M.D.: Je pense qu’il revêt une grande importance, non seulement pour l’Afrique du Sud mais aussi pour toute l’Afrique australe. La FIFA a autorisé les équipes qui se qualifieront à séjourner dans un rayon d’une heure et demie du lieu de leur rencontre. Autrement dit, certaines d’entre elles pourraient choisir de séjourner au Botswana, au Mozambique ou en Namibie. Au Zimbabwe aussi, à condition que la situation se stabilise et qu’un nouveau gouvernement reprenne le contrôle du pays.

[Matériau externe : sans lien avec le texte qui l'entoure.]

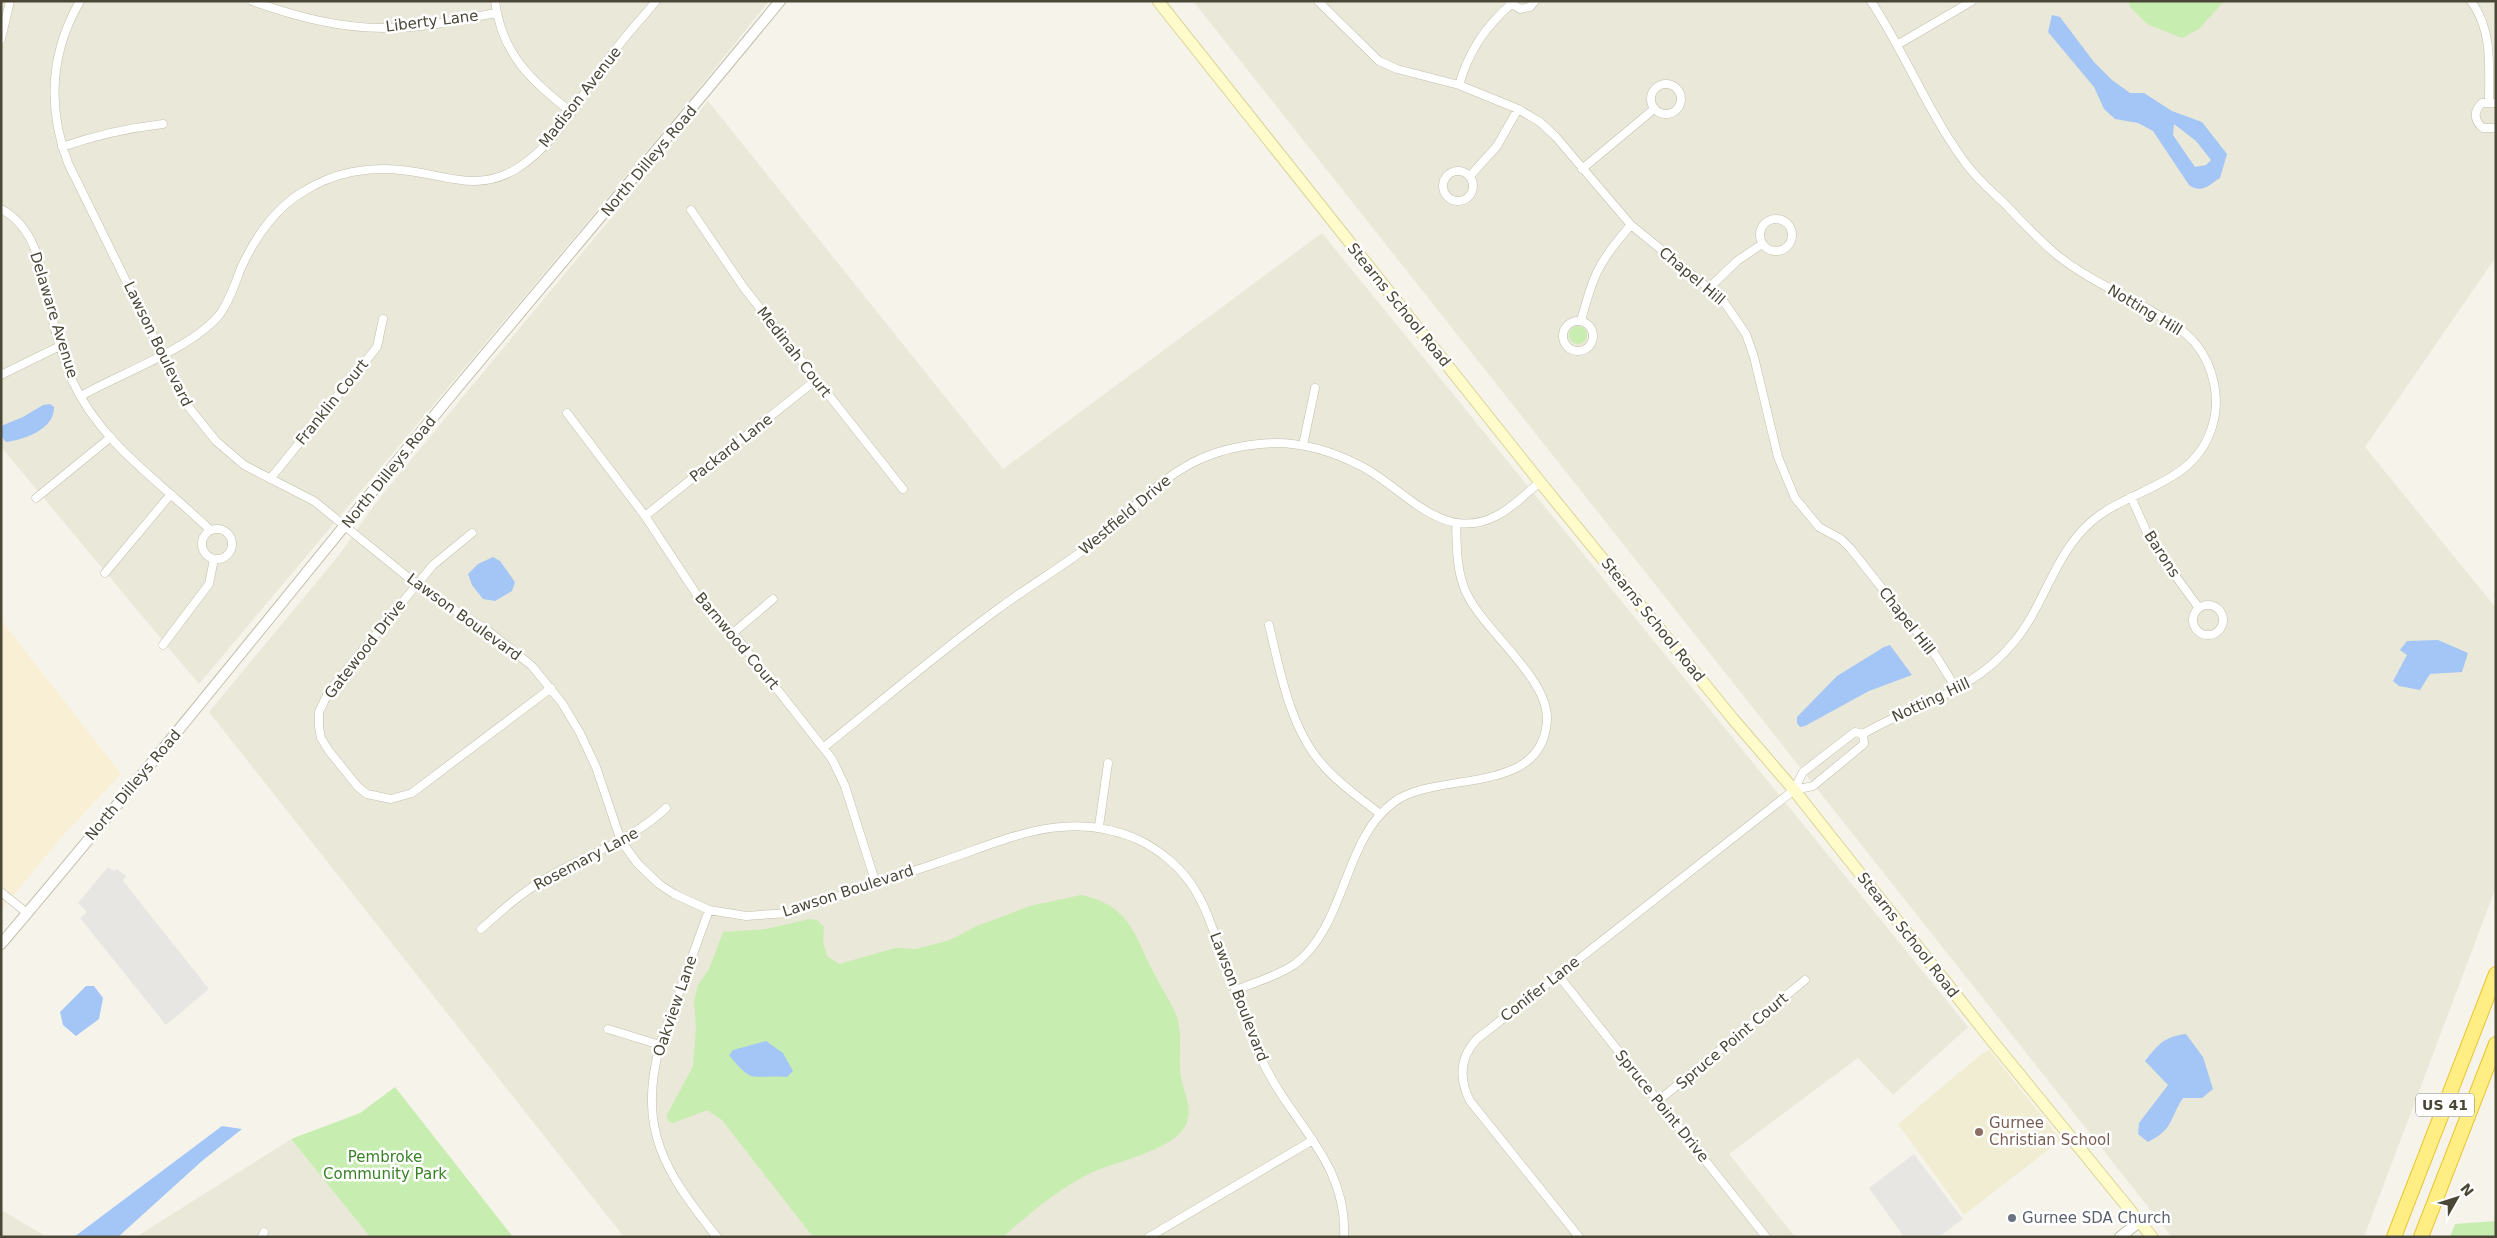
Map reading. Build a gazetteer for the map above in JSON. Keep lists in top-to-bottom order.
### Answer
{
  "streets": {
    "highway": ["US 41"],
    "main road": ["Stearns School Road"],
    "street": [
      "Liberty Lane",
      "Madison Avenue",
      "North Dilleys Road",
      "Chapel Hill",
      "Notting Hill",
      "Delaware Avenue",
      "Lawson Boulevard",
      "Medinah Court",
      "Franklin Court",
      "Packard Lane",
      "Westfield Drive",
      "Barons",
      "Barnwood Court",
      "Gatewood Drive",
      "Rosemary Lane",
      "Conifer Lane",
      "Oakview Lane",
      "Spruce Point Court",
      "Spruce Point Drive"
    ]
  },
  "crossings": [
    ["Madison Avenue", "Delaware Avenue"],
    ["Madison Avenue", "Lawson Boulevard"],
    ["North Dilleys Road", "Lawson Boulevard"],
    ["Chapel Hill", "Notting Hill"],
    ["Stearns School Road", "Notting Hill"],
    ["Stearns School Road", "Westfield Drive"],
    ["Stearns School Road", "Conifer Lane"],
    ["Notting Hill", "Barons"],
    ["Notting Hill", "Conifer Lane"],
    ["Lawson Boulevard", "Franklin Court"],
    ["Lawson Boulevard", "Barnwood Court"],
    ["Lawson Boulevard", "Gatewood Drive"],
    ["Lawson Boulevard", "Rosemary Lane"],
    ["Lawson Boulevard", "Oakview Lane"],
    ["Medinah Court", "Packard Lane"],
    ["Packard Lane", "Barnwood Court"],
    ["Westfield Drive", "Barnwood Court"],
    ["Conifer Lane", "Spruce Point Drive"],
    ["Spruce Point Court", "Spruce Point Drive"]
  ],
  "parks": ["Pembroke Community Park"],
  "places": ["Gurnee Christian School", "Gurnee SDA Church"],
  "north": "top right"
}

Les mondiaux représentent un enjeu important et donc une grande opportunité pour toute la région. Mais, le gros problème de l’Afrique du Sud, c’est la criminalité. Je ne sais pas comment ils vont s’organiser. Par contre, en ce qui concerne les stades et les infrastructures, il n’y a aucun problème.

swissinfo, interview Daniele Mariani
(Traduction de l’italien: Nicole della Pietra)

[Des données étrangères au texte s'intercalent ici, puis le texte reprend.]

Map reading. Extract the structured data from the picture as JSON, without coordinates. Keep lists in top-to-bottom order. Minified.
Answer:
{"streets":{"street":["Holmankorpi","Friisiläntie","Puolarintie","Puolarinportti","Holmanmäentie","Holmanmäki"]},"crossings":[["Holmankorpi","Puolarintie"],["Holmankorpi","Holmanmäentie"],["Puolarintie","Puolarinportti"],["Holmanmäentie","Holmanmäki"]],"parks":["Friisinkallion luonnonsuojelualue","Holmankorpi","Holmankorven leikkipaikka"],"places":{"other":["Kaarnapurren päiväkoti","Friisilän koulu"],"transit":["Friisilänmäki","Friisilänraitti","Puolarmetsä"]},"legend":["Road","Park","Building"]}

Marc Duvillard est né en 1952. Il joue dans les plusieurs équipes suisses entre 1971 et 1983.

Il devient entraîneur en 1983. Il prend d’abord les commandes du club de la Chaux-de-Fonds puis dirige le FC Lugano entre 1985 et 1991, avant de partir pour Lausanne.

Entre 1992 et 1994, il a été observateur technique pour l’équipe nationale suisse.

En 1995, il arrive au Zimbabwe, où il entraîne les Black Aces de Harare ainsi que l’équipe nationale, durant trois rencontres.

L’AYSSF a été fondée en 2001 par Marc Duvillard avec le soutien de plusieurs personnes.

L’objectif de cette académie n’est pas seulement de former des footballeurs professionnels mais aussi d’offrir une formation de qualité à des jeunes issus des couches moins favorisées de la population.

L’AYSSF prend en charge les frais de scolarisation, les repas, et garantit les soins médicaux des étudiants. Elle a aussi lancé un programme de sensibilisation aux dangers du SIDA.

Actuellement, l’école accueille 38 garçons et une vingtaine de filles, entre 13 et 20 ans.

La Fondation vit essentiellement grâce à des dons. Les jeunes qui parviennent à percer s’engagent pour leur part à verser 10% de leur salaire durant trois ans. Les autres, qui embrasseront une carrière professionnelle en dehors du football, versent 5% de leurs revenus par année.